» WORK TO BE COMPLETED: In this exercise, the entries below include pictures. Repeat exactly the lines from the line with "middle dip: (856, 953)" to the line with "thumb ip: (484, 267)", including both, but without the pictures.

» DATA SHOWN:
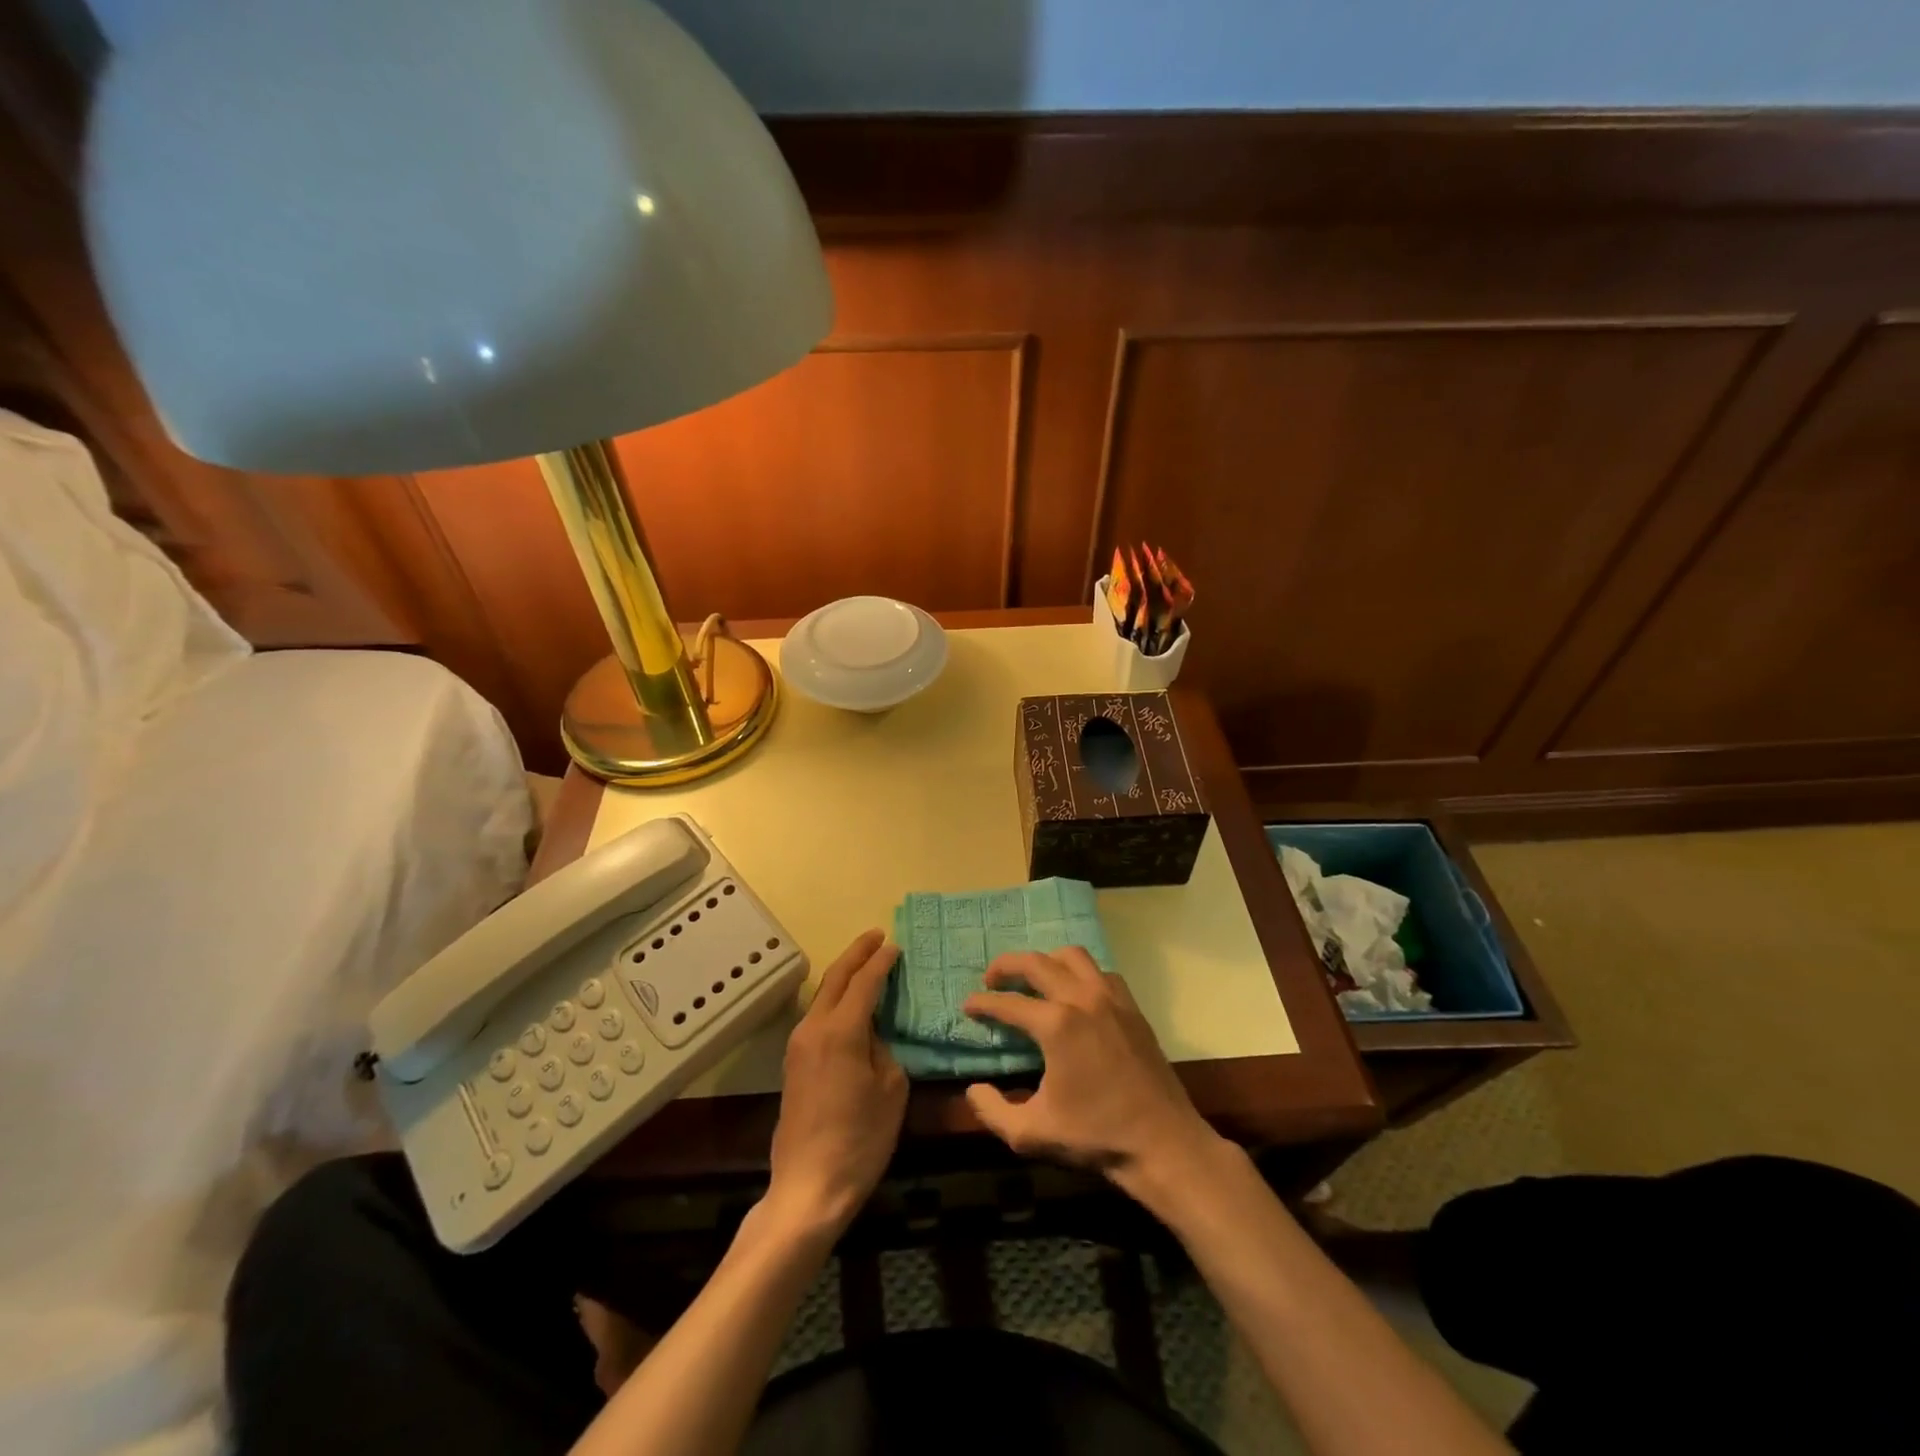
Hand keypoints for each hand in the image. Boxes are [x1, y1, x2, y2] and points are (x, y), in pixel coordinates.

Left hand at [766, 929, 907, 1234]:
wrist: (808, 1186)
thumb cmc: (860, 1139)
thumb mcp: (892, 1090)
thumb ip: (884, 1049)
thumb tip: (872, 1035)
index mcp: (840, 1030)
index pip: (864, 982)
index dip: (881, 961)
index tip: (895, 945)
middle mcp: (813, 1028)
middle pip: (835, 978)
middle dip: (856, 953)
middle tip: (877, 936)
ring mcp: (798, 1045)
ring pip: (823, 995)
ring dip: (843, 975)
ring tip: (865, 963)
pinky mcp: (793, 1063)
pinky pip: (817, 1016)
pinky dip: (835, 999)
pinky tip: (849, 1003)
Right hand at [962, 947, 1219, 1193]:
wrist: (1163, 1144)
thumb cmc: (1096, 1137)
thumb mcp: (1032, 1134)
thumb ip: (993, 1111)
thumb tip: (973, 1089)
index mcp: (1057, 1025)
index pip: (1008, 1003)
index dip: (982, 1002)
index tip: (967, 1006)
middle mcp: (1082, 998)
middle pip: (1037, 962)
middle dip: (1007, 965)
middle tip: (991, 979)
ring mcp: (1111, 999)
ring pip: (1072, 957)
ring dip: (1046, 961)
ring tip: (1032, 978)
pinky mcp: (1132, 1008)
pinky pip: (1101, 973)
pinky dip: (1081, 973)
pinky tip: (1075, 993)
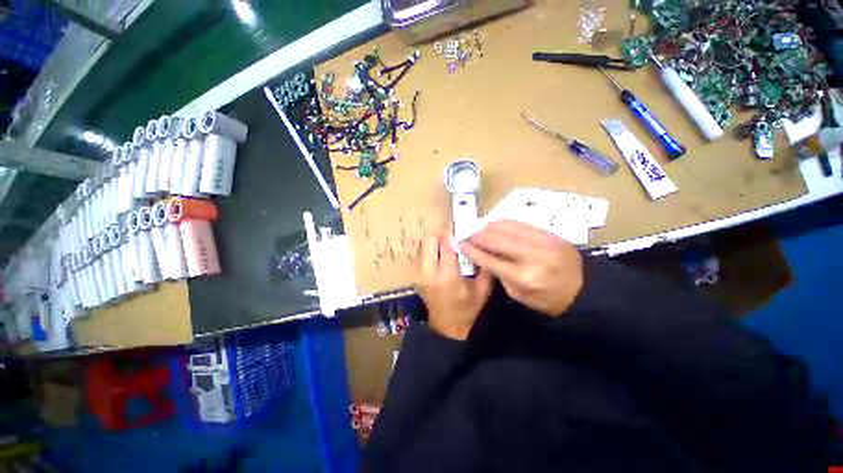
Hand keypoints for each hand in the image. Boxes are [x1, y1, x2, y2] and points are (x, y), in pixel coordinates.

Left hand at [416, 233, 492, 340]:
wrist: (447, 329)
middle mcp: (429, 273)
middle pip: (429, 240)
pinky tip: (443, 259)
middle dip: (442, 235)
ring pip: (425, 247)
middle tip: (454, 238)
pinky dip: (433, 252)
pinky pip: (424, 255)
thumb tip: (482, 246)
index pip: (446, 245)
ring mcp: (420, 275)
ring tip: (450, 248)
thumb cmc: (467, 311)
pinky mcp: (417, 277)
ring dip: (437, 243)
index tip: (461, 228)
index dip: (452, 233)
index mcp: (447, 276)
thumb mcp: (483, 290)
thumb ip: (484, 267)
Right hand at [459, 220, 582, 316]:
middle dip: (477, 235)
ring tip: (478, 229)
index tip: (460, 244)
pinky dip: (503, 223)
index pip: (490, 260)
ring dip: (488, 227)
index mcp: (523, 277)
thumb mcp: (518, 296)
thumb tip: (483, 255)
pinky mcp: (548, 233)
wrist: (584, 289)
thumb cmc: (547, 299)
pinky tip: (494, 225)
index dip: (472, 250)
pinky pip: (519, 223)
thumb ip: (499, 275)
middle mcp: (532, 256)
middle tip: (466, 234)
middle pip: (496, 239)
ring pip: (507, 227)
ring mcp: (542, 241)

» TASK RESULT:
middle dip: (856, 953)
middle tip: (877, 936)
ring mcp: (798, 1045)
ring pip: (823, 995)
ring dip: (843, 975)
ring tip: (865, 963)
pinky mcp: (793, 1063)
pinky pip: (817, 1016)
pinky dip: (835, 999)
pinky tip: (849, 1003)
Right hand at [962, 947, 1219, 1193]:
wrist: (1163, 1144)
thumb cmc: (1096, 1137)
thumb mcp: (1032, 1134)
thumb ip: (993, 1111)
thumb tip: (973, 1089)
index mcp: (1057, 1025)
index pip: (1008, 1003)
index dip: (982, 1002)
index tip: (967, 1006)
middle mcp: (1082, 998)
middle pip: (1037, 962)
middle dip: (1007, 965)
middle tip: (991, 979)
ring mcp: (1111, 999)
ring pip: (1072, 957)
ring dip: (1046, 961)
ring tip: (1032, 978)
pinky mcp: (1132, 1008)
pinky pip: (1101, 973)
pinky dip: (1081, 973)
pinky tip: (1075, 993)
Hand keypoints for each hand in the image. Boxes are [x1, y1, x2, y2] and points are (x, y), in pixel coordinates.

Left hand at [416, 233, 492, 340]:
wrist: (447, 329)
middle mcp: (429, 273)
middle pip: (429, 240)
pinky tip: (443, 259)
middle dip: (442, 235)
ring pip: (425, 247)
middle tip: (454, 238)
pinky dip: (433, 252)
pinky pip: (424, 255)
thumb tip: (482, 246)
index pip: (446, 245)
ring mcp: (420, 275)
ring tip: (450, 248)
thumb cmc: (467, 311)
pinky mcp: (417, 277)
ring dip: (437, 243)
index tip: (461, 228)
index dip: (452, 233)
index mcp: (447, 276)
thumb mcp: (483, 290)
thumb ip: (484, 267)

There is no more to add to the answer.